§ Problem to solve: Working through the lines below, return each one that holds "leaves".

** Opening Excerpted records block **

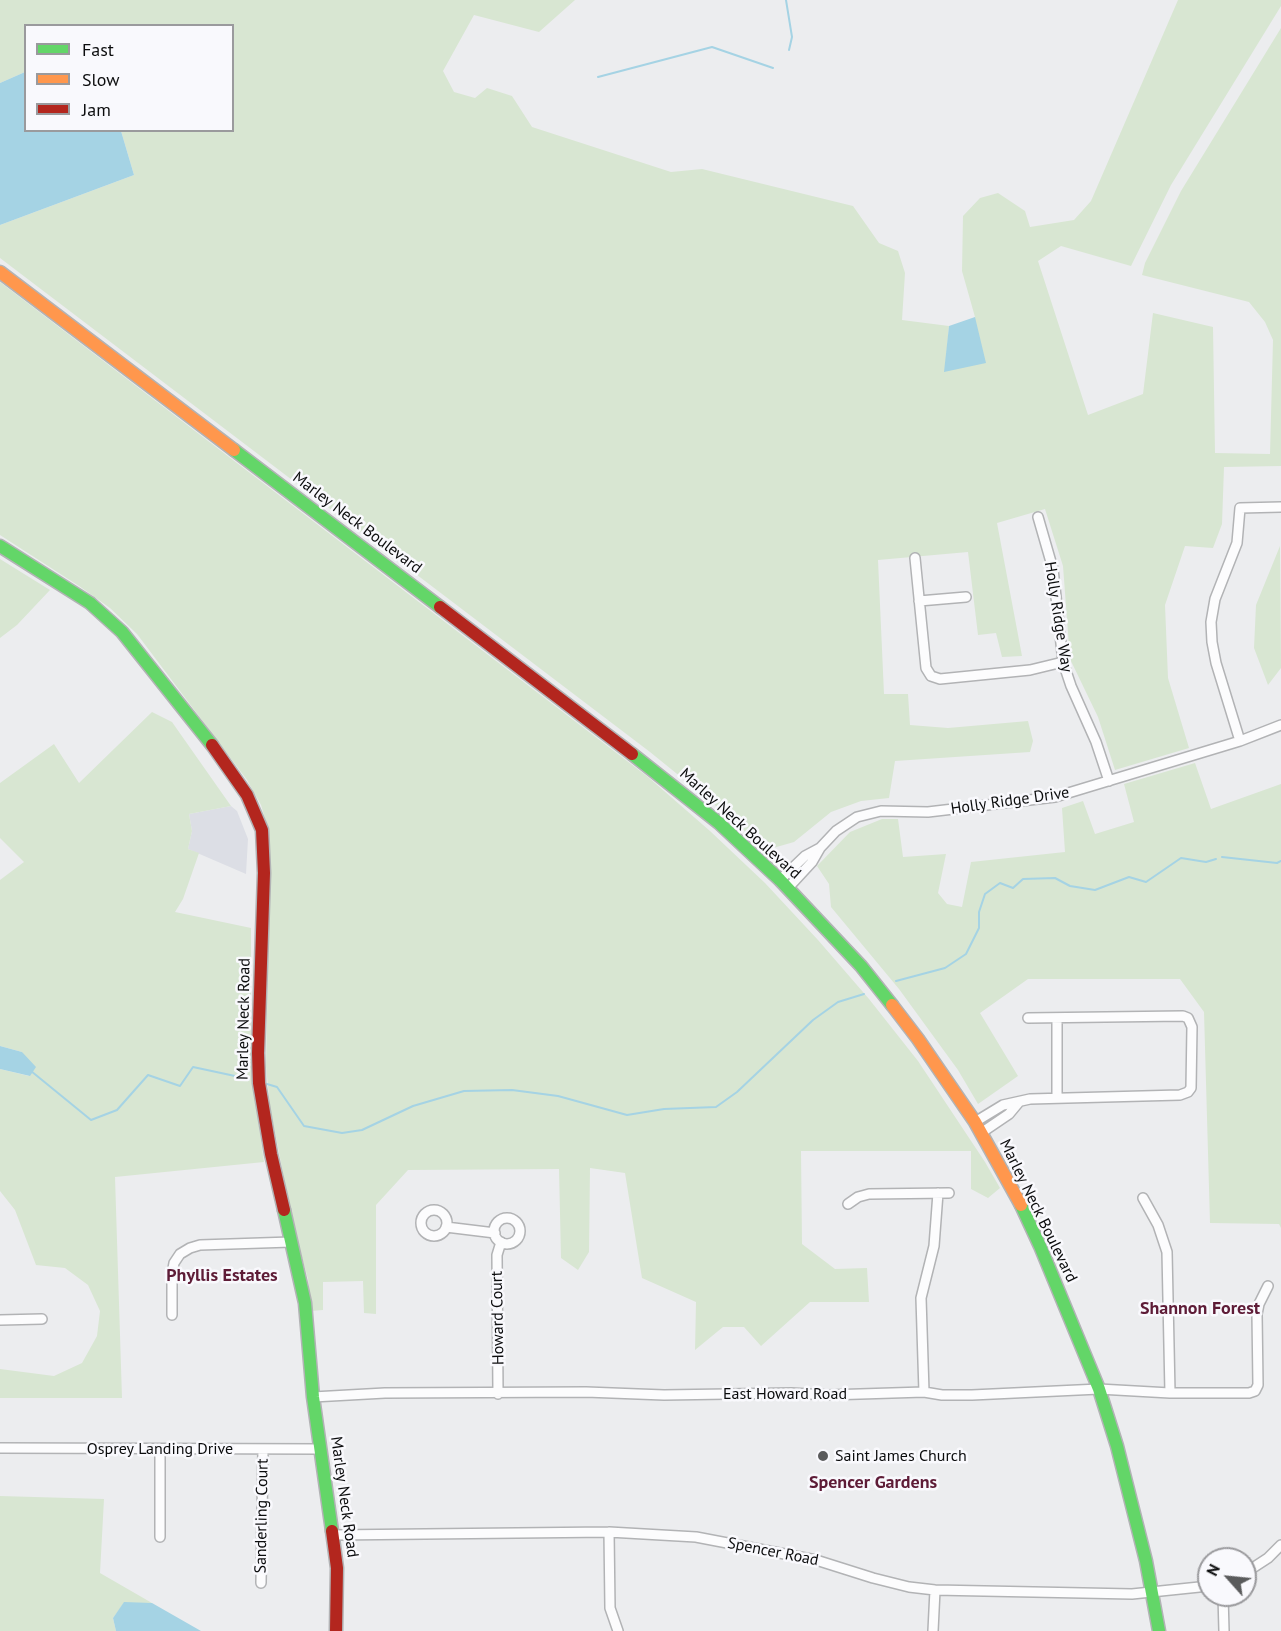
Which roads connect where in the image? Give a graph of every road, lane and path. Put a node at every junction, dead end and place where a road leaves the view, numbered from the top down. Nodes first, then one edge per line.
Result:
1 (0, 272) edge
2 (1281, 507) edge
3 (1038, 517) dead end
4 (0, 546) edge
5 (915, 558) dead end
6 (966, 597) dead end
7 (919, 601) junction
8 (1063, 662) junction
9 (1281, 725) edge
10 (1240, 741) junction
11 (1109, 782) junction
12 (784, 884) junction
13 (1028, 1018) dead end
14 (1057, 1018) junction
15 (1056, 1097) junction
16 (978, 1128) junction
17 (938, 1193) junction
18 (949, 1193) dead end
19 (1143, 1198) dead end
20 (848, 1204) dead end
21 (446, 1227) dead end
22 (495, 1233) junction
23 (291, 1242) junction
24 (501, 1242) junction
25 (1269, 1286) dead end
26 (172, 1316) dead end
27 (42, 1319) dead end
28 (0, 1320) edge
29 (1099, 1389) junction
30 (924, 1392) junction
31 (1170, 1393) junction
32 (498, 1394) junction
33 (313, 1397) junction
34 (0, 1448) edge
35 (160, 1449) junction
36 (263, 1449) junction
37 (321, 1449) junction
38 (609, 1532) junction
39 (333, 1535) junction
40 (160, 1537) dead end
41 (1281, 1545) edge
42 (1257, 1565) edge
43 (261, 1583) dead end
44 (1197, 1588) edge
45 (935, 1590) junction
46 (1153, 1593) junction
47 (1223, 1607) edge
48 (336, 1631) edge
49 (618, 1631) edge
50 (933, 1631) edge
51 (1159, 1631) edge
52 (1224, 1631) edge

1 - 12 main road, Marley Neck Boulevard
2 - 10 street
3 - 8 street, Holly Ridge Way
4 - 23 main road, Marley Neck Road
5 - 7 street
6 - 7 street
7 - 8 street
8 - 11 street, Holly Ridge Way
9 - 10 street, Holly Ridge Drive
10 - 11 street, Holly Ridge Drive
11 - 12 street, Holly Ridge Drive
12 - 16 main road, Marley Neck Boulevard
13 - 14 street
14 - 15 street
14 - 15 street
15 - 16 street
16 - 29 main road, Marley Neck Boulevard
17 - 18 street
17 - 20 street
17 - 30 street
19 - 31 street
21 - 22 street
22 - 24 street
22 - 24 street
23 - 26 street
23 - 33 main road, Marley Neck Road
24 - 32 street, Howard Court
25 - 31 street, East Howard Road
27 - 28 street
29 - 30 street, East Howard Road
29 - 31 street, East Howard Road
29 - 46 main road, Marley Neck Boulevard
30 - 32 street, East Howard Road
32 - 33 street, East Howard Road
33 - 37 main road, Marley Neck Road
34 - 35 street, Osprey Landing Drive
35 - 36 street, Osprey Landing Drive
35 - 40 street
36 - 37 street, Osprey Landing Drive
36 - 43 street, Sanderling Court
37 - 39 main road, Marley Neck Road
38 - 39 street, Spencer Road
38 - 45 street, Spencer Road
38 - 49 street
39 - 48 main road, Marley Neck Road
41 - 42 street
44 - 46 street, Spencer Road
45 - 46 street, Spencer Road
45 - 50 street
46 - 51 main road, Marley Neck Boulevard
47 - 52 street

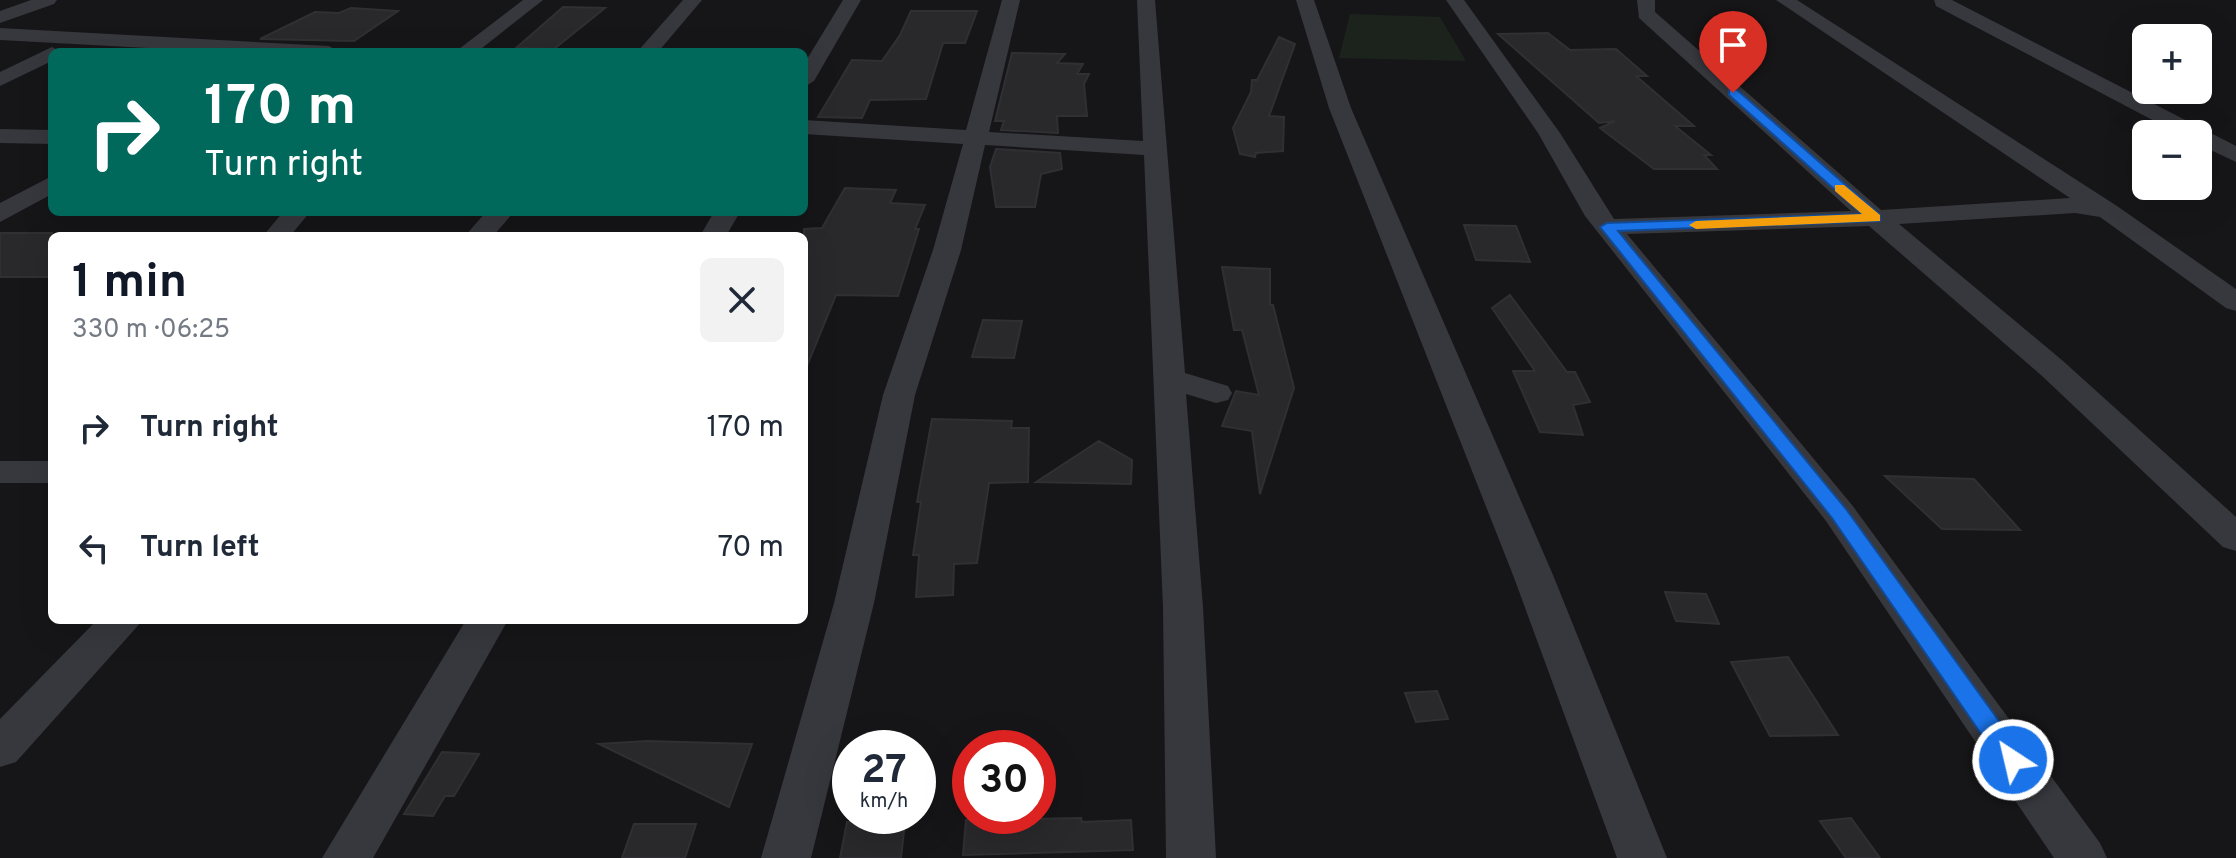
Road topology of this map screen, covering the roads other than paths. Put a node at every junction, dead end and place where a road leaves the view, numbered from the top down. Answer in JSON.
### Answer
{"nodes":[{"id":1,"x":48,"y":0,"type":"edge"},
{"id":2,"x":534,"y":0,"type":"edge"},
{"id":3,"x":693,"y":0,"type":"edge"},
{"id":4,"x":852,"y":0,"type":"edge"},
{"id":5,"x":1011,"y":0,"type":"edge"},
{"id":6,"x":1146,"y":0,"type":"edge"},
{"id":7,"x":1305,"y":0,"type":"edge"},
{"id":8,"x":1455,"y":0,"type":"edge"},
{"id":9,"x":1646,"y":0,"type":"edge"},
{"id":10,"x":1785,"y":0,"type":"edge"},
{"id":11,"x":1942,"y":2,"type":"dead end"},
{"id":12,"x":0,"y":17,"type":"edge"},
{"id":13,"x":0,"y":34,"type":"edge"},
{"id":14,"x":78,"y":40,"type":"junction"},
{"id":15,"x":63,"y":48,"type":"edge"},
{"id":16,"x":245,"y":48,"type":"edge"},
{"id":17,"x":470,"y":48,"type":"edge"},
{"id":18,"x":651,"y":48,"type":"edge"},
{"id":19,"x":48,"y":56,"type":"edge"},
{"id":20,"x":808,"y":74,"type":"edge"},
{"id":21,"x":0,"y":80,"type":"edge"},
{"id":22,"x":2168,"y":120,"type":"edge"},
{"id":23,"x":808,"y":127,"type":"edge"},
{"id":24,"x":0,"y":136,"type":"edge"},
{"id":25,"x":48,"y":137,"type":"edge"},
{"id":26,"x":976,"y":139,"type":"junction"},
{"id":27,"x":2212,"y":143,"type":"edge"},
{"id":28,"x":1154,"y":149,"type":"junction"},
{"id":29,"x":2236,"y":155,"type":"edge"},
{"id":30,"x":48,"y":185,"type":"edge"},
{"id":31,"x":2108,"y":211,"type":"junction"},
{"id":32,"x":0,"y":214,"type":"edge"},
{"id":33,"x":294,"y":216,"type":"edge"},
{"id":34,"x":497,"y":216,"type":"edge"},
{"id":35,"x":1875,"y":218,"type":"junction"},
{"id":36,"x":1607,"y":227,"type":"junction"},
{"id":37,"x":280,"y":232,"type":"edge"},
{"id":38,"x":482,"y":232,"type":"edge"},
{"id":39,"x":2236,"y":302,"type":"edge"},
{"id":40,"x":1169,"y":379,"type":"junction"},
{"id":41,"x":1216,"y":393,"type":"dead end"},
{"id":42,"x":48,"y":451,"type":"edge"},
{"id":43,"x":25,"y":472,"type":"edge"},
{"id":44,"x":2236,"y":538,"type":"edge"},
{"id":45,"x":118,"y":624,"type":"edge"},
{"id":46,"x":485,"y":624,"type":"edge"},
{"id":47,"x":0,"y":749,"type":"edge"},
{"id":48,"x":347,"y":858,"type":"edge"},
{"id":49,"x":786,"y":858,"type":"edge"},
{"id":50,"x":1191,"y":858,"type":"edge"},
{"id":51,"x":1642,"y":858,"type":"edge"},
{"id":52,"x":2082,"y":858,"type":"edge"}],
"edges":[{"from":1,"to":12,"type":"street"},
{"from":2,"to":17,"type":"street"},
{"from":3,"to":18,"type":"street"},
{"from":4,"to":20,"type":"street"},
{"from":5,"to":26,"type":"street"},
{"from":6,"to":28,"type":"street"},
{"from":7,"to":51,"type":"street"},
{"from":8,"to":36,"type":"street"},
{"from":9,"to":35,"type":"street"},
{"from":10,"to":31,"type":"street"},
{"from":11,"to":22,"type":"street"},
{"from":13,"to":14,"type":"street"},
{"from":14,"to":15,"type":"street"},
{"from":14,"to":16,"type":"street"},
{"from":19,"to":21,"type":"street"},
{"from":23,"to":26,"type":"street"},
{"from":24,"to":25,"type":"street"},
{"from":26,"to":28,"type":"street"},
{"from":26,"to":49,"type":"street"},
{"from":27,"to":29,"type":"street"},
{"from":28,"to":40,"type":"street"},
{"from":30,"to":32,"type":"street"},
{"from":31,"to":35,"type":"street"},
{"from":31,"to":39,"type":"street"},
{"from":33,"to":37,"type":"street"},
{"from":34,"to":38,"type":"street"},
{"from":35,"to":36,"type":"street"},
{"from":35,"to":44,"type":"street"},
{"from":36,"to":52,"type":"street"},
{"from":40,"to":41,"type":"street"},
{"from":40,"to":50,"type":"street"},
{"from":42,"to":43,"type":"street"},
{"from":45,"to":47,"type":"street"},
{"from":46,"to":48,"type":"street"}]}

** Closing Excerpted records block **

§ Answer below:
Which roads connect where in the image? Give a graph of every road, lane and path. Put a node at every junction, dead end and place where a road leaves the view, numbered from the top down. Nodes first, then one edge per line.
Road topology of this map screen, covering the roads other than paths. Put a node at every junction, dead end and place where a road leaves the view, numbered from the top down. Answer in JSON.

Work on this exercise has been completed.